● **DESCRIPTION OF THE TASK**:
What lines in the records include the string "image"? Return each one.

● **THE DATA**:
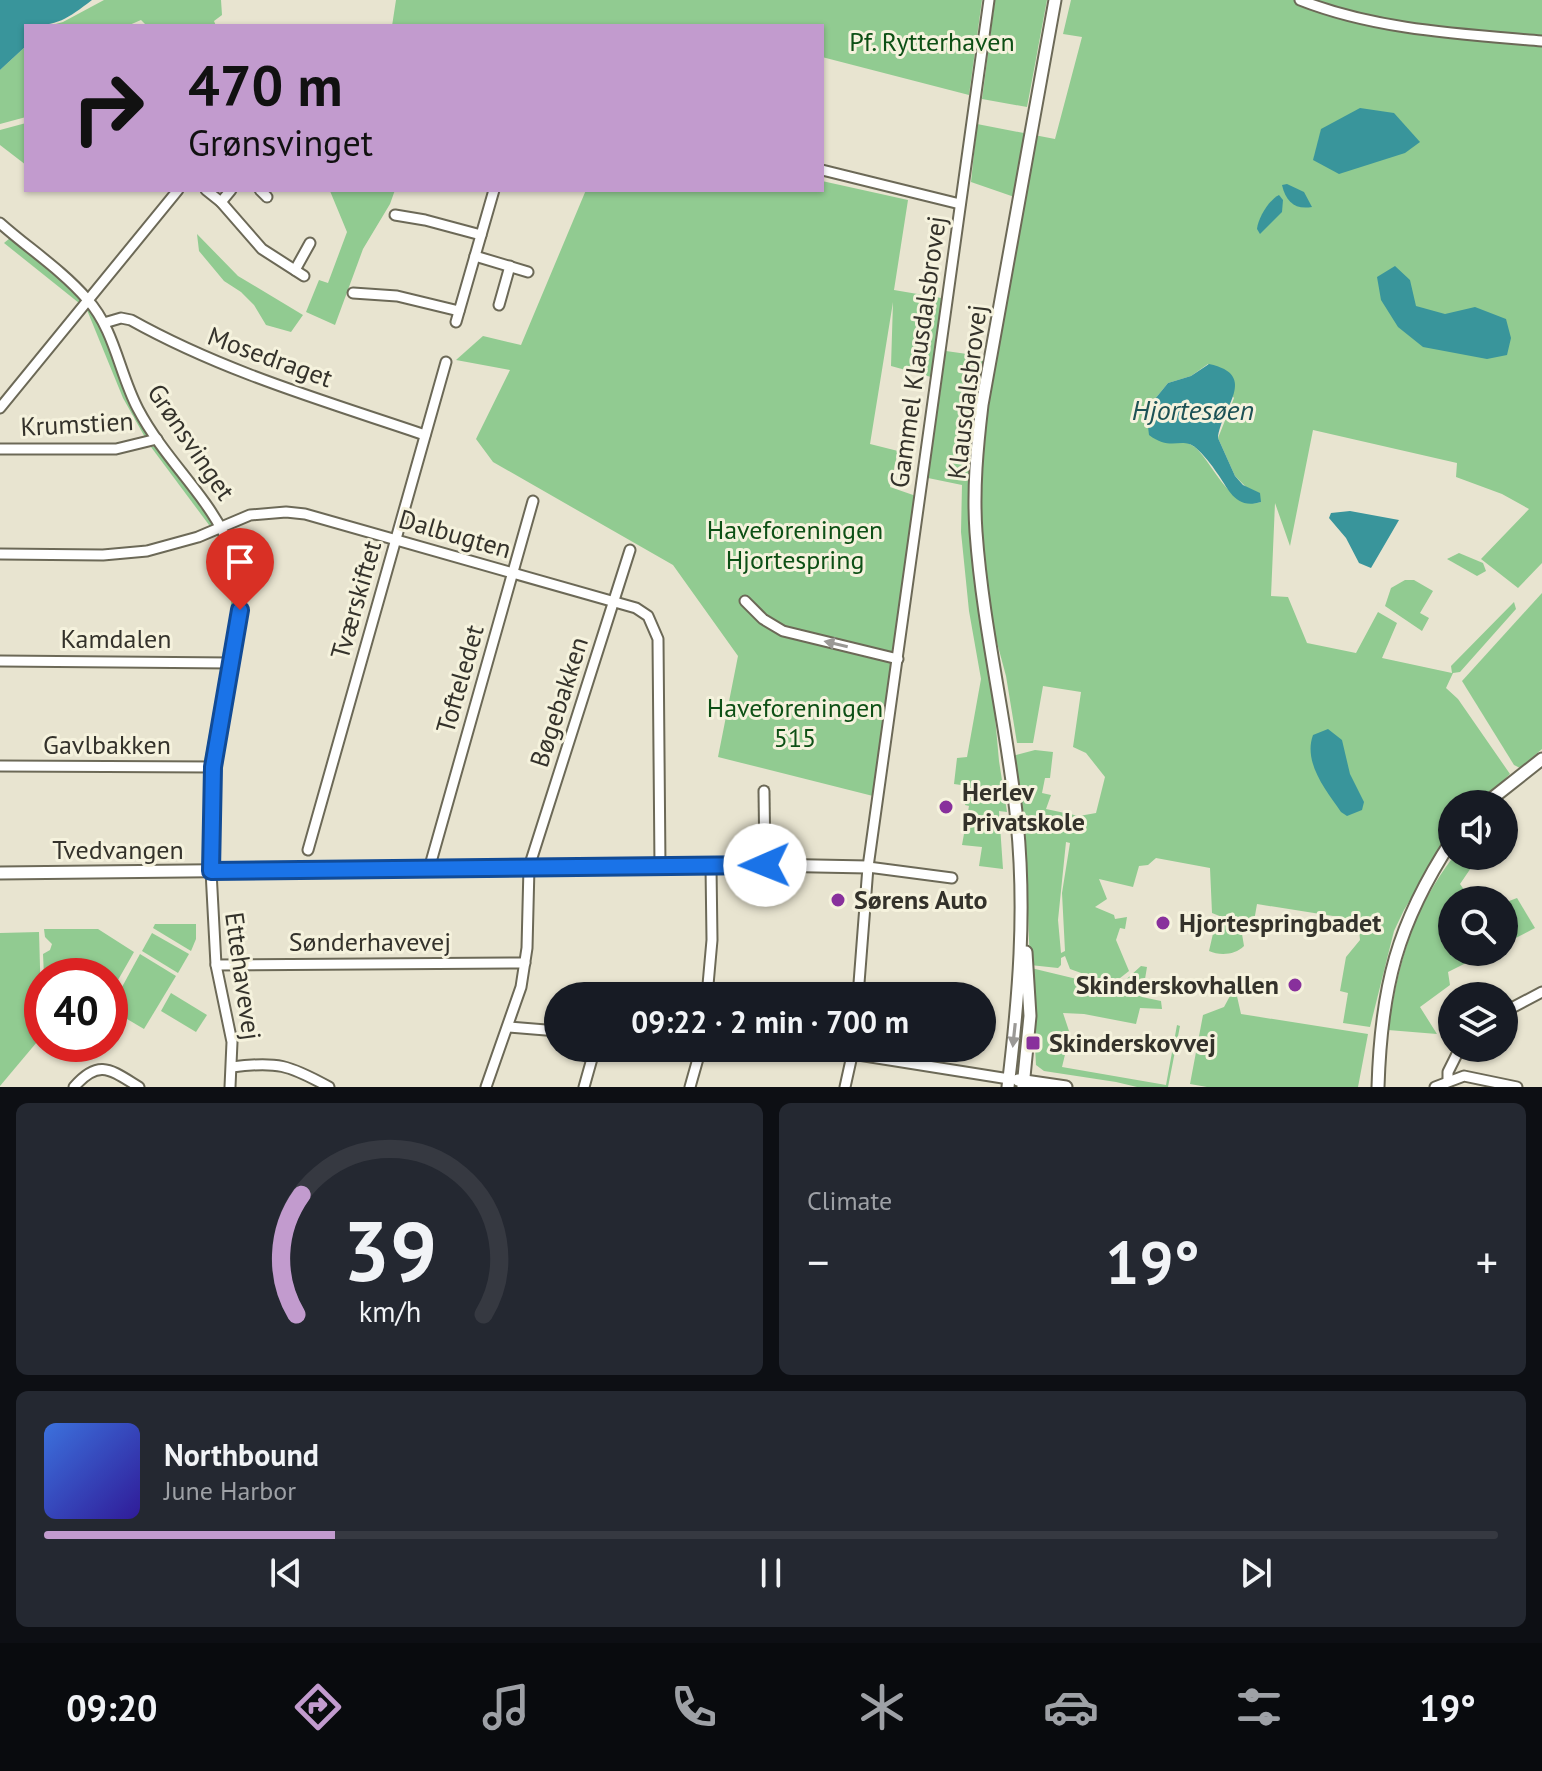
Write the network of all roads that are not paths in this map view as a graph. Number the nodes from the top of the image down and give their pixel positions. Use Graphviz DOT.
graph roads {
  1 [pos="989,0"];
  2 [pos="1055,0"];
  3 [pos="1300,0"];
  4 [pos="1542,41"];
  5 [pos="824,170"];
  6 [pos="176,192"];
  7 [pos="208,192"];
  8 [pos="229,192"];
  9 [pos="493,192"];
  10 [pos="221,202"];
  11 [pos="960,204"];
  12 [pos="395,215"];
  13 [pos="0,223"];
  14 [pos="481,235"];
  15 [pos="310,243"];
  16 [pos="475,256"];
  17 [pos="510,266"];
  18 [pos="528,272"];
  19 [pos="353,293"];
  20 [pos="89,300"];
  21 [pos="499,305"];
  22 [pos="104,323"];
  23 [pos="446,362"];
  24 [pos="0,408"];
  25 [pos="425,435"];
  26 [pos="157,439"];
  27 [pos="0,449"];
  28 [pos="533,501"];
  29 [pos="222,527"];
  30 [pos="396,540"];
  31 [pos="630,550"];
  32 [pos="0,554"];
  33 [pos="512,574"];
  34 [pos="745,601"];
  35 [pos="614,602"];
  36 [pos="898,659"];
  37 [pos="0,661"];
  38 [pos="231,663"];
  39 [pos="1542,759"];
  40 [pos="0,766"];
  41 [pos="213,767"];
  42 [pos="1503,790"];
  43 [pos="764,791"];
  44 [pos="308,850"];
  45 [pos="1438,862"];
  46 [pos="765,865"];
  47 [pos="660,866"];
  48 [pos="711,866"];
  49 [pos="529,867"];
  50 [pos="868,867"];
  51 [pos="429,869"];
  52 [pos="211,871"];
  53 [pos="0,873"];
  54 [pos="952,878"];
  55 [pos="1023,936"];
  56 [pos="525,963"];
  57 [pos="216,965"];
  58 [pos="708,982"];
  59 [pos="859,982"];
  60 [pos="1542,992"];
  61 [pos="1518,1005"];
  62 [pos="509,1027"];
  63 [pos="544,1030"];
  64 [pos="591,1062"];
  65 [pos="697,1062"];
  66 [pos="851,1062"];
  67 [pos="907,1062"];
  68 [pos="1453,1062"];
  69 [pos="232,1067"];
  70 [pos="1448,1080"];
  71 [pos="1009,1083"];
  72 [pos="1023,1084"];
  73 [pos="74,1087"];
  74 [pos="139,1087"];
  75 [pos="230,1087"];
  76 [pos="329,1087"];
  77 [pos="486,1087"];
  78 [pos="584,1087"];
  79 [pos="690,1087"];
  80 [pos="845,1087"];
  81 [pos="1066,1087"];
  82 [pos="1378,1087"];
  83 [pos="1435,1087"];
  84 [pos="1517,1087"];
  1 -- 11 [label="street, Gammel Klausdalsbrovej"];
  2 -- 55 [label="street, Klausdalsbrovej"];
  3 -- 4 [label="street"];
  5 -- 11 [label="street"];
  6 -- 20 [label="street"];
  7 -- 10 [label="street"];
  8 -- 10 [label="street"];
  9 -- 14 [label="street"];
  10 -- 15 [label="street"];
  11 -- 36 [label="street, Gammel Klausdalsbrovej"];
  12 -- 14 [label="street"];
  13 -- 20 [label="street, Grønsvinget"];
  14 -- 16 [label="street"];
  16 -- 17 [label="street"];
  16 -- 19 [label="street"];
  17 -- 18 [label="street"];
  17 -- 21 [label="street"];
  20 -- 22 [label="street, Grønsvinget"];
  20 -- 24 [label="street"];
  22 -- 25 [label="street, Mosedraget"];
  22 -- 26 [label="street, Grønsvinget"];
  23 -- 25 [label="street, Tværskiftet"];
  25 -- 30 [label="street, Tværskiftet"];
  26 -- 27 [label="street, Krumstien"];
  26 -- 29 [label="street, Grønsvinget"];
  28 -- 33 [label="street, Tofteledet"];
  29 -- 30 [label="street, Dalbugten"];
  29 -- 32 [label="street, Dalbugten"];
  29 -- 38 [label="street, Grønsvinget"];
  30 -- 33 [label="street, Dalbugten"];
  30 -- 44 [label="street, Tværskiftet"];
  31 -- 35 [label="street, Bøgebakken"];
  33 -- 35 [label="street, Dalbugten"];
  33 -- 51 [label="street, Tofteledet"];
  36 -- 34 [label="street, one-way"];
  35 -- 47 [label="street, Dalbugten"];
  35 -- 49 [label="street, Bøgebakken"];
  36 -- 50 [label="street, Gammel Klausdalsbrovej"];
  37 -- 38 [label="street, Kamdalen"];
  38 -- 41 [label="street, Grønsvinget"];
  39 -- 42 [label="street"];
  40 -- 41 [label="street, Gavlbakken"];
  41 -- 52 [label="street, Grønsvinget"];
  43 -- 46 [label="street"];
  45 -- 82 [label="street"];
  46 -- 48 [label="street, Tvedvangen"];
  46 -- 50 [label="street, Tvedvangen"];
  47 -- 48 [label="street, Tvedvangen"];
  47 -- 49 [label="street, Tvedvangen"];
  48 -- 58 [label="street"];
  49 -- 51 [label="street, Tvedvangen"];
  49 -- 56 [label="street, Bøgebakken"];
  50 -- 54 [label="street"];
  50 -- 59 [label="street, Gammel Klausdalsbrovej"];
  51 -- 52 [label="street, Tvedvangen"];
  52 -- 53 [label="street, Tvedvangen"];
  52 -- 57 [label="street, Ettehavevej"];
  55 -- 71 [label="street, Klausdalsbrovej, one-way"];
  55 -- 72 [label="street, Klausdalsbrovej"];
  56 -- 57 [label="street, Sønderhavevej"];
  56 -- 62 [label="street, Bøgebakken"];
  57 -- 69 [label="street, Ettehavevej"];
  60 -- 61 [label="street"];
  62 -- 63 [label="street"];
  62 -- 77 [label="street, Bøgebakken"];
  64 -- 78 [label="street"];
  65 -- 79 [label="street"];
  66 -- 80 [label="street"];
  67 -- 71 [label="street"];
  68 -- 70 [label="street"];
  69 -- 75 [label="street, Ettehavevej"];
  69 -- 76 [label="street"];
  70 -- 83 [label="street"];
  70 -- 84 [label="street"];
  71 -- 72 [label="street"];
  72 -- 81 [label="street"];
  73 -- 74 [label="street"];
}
==
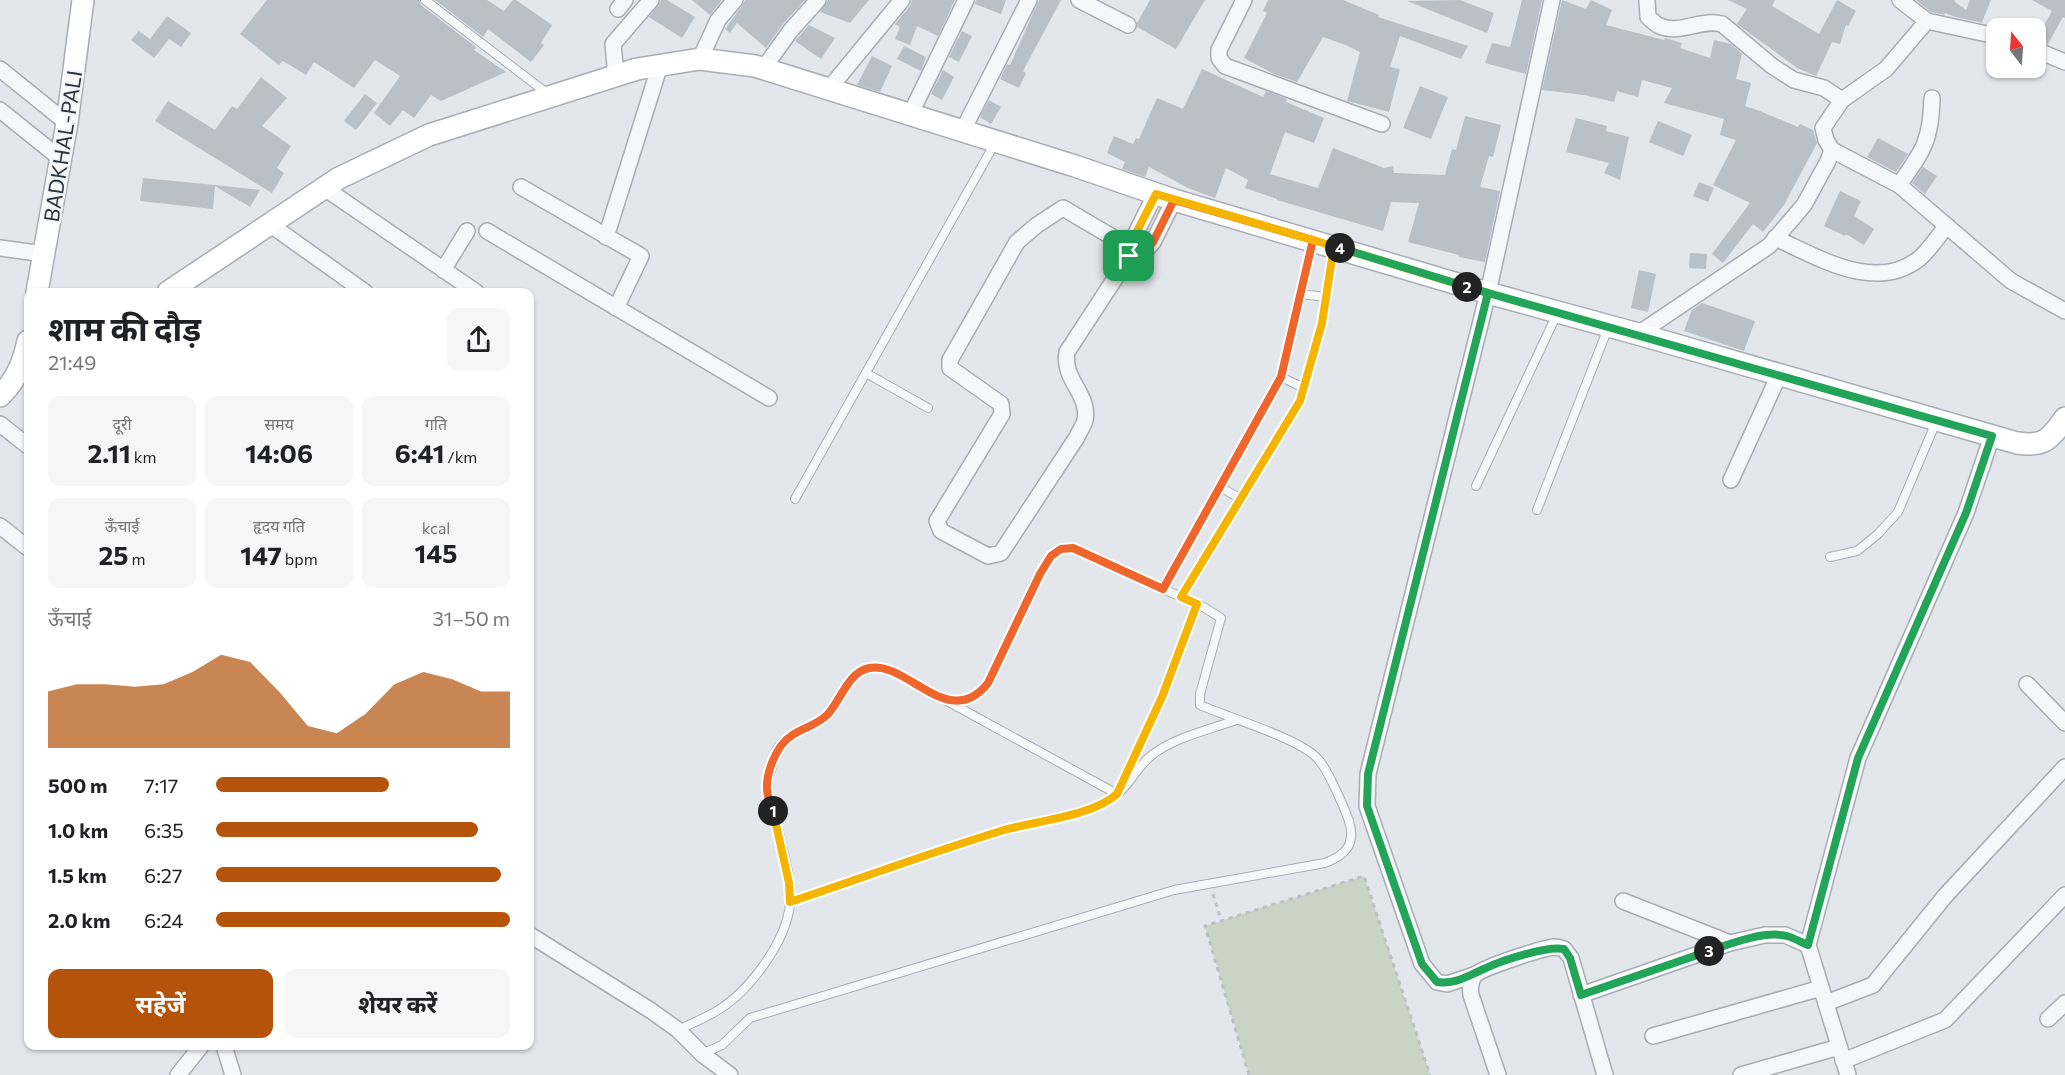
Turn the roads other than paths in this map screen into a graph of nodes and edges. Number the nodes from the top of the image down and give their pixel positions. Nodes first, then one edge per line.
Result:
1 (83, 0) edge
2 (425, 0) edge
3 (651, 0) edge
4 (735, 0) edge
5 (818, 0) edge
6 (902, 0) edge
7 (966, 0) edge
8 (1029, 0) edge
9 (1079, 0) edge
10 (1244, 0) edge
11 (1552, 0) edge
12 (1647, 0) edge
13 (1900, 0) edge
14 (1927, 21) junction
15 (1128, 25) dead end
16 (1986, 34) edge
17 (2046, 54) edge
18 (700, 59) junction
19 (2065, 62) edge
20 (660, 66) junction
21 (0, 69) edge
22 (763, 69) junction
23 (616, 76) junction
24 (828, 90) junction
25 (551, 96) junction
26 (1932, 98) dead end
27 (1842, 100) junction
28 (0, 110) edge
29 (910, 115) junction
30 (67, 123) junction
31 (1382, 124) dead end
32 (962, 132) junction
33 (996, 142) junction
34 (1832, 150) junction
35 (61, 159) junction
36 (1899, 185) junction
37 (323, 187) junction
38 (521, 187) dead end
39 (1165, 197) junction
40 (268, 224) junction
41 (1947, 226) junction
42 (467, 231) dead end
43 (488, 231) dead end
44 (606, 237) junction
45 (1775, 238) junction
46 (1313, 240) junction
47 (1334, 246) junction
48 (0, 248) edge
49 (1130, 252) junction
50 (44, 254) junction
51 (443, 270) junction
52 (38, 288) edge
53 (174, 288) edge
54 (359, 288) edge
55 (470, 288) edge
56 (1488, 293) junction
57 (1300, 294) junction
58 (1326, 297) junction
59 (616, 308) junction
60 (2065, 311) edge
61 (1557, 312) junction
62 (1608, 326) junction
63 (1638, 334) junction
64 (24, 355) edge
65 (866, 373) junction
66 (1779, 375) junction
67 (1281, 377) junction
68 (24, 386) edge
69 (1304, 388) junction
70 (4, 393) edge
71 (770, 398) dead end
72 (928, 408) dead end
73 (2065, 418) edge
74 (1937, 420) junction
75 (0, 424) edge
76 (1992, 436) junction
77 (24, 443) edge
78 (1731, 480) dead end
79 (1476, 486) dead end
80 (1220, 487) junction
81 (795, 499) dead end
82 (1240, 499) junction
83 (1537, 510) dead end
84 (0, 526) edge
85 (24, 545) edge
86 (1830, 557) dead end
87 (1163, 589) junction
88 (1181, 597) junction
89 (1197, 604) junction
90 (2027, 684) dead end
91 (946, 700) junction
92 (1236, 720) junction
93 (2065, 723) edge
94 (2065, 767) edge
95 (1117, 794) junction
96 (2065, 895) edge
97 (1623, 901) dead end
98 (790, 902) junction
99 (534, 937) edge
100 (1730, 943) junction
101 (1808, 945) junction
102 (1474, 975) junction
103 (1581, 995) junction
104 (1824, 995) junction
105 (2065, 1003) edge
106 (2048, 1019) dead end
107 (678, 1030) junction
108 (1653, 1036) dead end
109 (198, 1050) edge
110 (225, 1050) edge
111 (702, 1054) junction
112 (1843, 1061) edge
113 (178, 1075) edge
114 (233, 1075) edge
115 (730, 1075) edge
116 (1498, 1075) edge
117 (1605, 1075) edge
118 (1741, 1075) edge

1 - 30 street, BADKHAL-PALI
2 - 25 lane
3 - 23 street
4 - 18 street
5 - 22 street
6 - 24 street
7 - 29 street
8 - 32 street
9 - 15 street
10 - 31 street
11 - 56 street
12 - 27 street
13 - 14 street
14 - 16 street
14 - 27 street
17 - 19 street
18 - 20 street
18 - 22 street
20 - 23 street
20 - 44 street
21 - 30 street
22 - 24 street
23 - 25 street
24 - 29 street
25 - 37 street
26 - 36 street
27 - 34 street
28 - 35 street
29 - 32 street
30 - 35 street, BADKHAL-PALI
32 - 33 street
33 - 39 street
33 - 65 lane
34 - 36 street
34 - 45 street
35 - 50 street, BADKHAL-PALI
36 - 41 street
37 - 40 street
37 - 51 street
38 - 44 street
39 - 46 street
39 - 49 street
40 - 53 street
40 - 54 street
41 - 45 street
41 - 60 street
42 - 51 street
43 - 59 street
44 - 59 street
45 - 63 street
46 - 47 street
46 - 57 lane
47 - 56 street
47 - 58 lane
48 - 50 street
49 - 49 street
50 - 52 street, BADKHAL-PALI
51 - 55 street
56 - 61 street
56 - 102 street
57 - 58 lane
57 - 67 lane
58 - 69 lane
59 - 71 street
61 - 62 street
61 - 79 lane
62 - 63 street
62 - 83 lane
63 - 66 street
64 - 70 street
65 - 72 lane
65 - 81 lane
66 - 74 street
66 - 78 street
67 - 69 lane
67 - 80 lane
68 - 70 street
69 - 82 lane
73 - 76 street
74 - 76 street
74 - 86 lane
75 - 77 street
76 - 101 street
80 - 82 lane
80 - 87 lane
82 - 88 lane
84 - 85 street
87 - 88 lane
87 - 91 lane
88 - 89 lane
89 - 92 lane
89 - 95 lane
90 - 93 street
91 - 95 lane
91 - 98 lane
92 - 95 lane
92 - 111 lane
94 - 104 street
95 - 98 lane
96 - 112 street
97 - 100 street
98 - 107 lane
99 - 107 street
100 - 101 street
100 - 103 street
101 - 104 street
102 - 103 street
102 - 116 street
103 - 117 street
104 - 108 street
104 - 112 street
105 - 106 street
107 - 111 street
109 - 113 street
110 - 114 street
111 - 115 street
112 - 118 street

● **WRITTEN RESPONSE**:
Write the network of all roads that are not paths in this map view as a graph. Number the nodes from the top of the image down and give their pixel positions. Use Graphviz DOT.
Turn the roads other than paths in this map screen into a graph of nodes and edges. Number the nodes from the top of the image down and give their pixel positions. Nodes first, then one edge per line.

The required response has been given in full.